A cette agression tant soit peu brutale, je répondis par la lettre suivante :
« Schlittenbach, 8 octobre 1859.
» Monseigneur,
» J’habite, avec ma famille, une petite maison isolée dans le département du Bas-Rhin. Les journaux de scandale n’arrivent pas jusqu’à nous. C’est vous dire que nous ne recevons ni le Figaro, ni l’Univers, ni les mandements politiques des évêques. Mais un habitant de Saverne, qui s’intéresse à moi, et n’aime pas qu’on me dise des injures, m’a envoyé une copie de votre dernier pamphlet.
» Vous êtes, monseigneur, un esprit libéral. Vous avez défendu la liberté de l’enseignement, ou du moins ce que le clergé français déguisait sous ce pseudonyme. Vous tolérez l’étude des auteurs classiques, et vous avez des petits séminaires où l’on joue la tragédie en grec. Vous avez tenu tête à M. Veuillot avec un courage assez rare chez les hommes de votre rang, et vous ne vous êtes incliné devant ce grand génie que le jour où le pape lui a donné raison contre vous.
» Aujourd’hui, monseigneur, vous défendez la liberté de la presse. Vous faites mieux que de la défendre, vous la pratiquez hardiment, ouvertement, avec cette fierté mâle que l’assurance de l’impunité donne aux héros en robe longue. Le mandement n’était autrefois qu’une petite gazette épiscopale, traitant des œufs, du beurre et du fromage, et des choses qu’il est permis de manger en carême. Vous le transformez en journal politique, sans rien payer au timbre et sans verser aucun cautionnement. Garanti par un caractère sacré contre les rigueurs de la police correctionnelle, vous déclarez la guerre à votre ancien souverain et notre fidèle allié, le roi de Sardaigne. Vous ne ménagez pas même le gouvernement qui, de Savoyard vous a fait Français, de prêtre vous a fait évêque, et qui vous donne un traitement pour que vous le serviez. Vous affichez vos diatribes sur des murs qui appartiennent à l’État ; vous les faites lire en chaire par des fonctionnaires publics, nourris aux frais de l’État ; et le prince qui vient d’accorder une amnistie à ses ennemis vaincus et découragés, daigne laisser une apparence de triomphe à votre petite insurrection. Vous aviez deux bonnes raisons pour garder le silence, puisque vous êtes né sous le sceptre du roi de Sardaigne et que vous vivez dans l’empire français. Est-il possible que l’habit ecclésiastique vous ait affranchi de vos deux souverains légitimes pour vous soumettre à un petit prince étranger ?

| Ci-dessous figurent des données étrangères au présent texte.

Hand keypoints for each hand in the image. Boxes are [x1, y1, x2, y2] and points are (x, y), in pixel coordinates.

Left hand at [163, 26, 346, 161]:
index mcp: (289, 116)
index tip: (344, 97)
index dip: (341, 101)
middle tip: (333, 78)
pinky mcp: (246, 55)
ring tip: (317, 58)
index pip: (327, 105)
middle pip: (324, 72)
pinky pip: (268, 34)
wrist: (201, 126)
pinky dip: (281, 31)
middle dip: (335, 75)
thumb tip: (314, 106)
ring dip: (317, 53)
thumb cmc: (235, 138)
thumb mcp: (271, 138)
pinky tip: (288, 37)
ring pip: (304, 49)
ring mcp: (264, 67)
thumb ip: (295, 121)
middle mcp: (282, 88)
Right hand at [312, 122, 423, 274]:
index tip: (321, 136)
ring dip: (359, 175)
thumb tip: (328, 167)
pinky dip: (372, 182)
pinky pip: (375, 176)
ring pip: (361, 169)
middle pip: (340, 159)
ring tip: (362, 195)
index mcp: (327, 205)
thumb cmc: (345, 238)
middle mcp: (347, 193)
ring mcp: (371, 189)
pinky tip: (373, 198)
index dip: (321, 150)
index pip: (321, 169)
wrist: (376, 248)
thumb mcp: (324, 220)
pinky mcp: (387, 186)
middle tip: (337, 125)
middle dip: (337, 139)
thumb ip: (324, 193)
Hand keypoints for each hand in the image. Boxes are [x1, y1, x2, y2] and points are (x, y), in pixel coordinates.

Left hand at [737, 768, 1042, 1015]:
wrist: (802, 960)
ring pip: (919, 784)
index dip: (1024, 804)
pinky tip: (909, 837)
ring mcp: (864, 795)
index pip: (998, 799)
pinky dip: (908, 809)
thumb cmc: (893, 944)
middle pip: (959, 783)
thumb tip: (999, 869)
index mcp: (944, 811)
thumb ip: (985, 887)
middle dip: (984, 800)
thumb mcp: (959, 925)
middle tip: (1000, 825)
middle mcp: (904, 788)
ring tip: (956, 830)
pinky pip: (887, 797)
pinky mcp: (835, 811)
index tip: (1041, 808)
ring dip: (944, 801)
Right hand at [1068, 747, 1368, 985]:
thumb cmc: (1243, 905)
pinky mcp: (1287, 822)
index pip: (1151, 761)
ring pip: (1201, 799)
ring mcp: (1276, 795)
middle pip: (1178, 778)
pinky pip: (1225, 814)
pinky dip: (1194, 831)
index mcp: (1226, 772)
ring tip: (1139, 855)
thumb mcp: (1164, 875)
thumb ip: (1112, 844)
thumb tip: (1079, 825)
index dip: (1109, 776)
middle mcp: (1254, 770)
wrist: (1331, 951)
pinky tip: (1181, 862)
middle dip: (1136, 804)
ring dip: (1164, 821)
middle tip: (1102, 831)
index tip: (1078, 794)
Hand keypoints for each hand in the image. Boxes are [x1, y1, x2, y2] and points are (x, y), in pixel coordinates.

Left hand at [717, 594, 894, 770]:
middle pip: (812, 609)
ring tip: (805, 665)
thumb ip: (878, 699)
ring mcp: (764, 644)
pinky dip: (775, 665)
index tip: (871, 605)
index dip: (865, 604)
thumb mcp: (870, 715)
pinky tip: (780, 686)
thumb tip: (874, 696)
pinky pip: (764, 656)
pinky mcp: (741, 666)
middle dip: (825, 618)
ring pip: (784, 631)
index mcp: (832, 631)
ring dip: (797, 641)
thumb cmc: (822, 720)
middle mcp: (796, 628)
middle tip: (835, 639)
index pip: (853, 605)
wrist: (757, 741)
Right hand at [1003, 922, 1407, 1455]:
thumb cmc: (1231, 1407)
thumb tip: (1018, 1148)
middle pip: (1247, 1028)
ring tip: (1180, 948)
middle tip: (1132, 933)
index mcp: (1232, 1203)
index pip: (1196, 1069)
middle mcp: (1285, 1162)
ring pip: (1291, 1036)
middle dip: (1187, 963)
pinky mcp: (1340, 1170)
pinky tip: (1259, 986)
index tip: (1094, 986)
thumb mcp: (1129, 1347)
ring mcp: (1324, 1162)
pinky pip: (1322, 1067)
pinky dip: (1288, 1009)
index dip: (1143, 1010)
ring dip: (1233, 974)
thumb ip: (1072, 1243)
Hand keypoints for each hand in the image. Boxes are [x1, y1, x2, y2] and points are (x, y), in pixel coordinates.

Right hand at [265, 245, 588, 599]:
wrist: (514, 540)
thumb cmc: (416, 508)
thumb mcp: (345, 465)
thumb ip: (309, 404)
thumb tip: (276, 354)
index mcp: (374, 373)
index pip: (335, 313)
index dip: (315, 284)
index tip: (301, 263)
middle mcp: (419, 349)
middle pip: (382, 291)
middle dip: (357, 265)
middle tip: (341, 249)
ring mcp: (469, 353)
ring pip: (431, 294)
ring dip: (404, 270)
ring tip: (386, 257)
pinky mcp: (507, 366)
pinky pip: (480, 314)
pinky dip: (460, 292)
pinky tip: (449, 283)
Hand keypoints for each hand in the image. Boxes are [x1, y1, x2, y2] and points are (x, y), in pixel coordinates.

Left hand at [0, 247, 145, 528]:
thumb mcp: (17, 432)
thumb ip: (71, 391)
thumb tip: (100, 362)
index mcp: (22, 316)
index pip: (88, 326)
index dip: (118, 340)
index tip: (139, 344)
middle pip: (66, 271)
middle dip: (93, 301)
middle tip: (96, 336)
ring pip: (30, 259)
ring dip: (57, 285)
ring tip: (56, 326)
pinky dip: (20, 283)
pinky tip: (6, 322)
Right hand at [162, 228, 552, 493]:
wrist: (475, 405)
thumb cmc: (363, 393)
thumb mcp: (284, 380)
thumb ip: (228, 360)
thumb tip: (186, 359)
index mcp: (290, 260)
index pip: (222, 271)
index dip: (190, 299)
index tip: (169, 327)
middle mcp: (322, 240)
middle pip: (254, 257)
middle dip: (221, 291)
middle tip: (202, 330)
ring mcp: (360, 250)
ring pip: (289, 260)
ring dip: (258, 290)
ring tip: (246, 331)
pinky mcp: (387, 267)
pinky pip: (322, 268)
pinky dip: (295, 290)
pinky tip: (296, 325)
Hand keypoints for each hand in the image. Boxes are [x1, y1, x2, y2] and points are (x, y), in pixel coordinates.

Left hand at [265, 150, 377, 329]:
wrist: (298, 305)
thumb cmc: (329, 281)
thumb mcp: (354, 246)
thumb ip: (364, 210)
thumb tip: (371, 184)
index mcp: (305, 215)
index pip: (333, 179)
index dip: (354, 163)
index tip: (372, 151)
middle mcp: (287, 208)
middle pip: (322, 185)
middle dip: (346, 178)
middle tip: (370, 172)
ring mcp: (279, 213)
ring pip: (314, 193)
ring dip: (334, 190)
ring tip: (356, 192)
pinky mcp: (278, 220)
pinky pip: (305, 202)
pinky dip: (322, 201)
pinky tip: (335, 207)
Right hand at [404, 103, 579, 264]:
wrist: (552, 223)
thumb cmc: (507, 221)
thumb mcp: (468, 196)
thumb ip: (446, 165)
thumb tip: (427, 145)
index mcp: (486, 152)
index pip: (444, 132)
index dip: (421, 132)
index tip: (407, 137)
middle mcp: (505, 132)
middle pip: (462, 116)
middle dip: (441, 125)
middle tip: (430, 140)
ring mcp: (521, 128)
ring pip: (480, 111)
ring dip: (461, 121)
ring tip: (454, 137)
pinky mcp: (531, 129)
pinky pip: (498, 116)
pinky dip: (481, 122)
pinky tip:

» Ne croyez pas, monseigneur, qu’un sentiment de rancune personnelle m’ait inspiré ces réflexions. Vous m’avez maltraité, il est vrai, mais en si bonne compagnie, que c’était me faire beaucoup d’honneur. Je consens à rester jusqu’à la fin de mes jours dans la catégorie où vous m’avez rangé, avec le roi de Sardaigne et tous les glorieux chefs de la révolution italienne. Je confesse même entre nous que je ne savais pas mériter tant de gloire en plaidant la cause d’un peuple opprimé.
» Peut-être auriez-vous pu employer des expressions plus courtoises contre un homme poli et lettré. Mais la polémique religieuse a ses mœurs. Elle a transporté dans le langage les torches et les chevalets dont elle n’ose plus faire emploi dans la vie pratique. Le feu sacré de l’inquisition a passé tout entier dans l’éloquence des hommes.
» Je m’en suis aperçu dès le premier mandement, je veux dire dès le premier article de votre nouvel ami, M. Veuillot. Lorsqu’on m’a dit que ce père Duchesne de l’Église allait me déclarer la guerre, j’ai craint quelques objections sérieuses à mes théories, ou quelque réfutation terrible des faits que j’avais avancés. Déjà je préparais toutes les armes de la logique et de l’histoire : quelle naïveté ! M. Veuillot s’est borné à me dire des injures, comme vous, monseigneur, et à dénoncer mon livre à la police. Car il est plus facile de ruiner un éditeur que de ruiner un argument, et la réplique la plus saisissante sera toujours une saisie.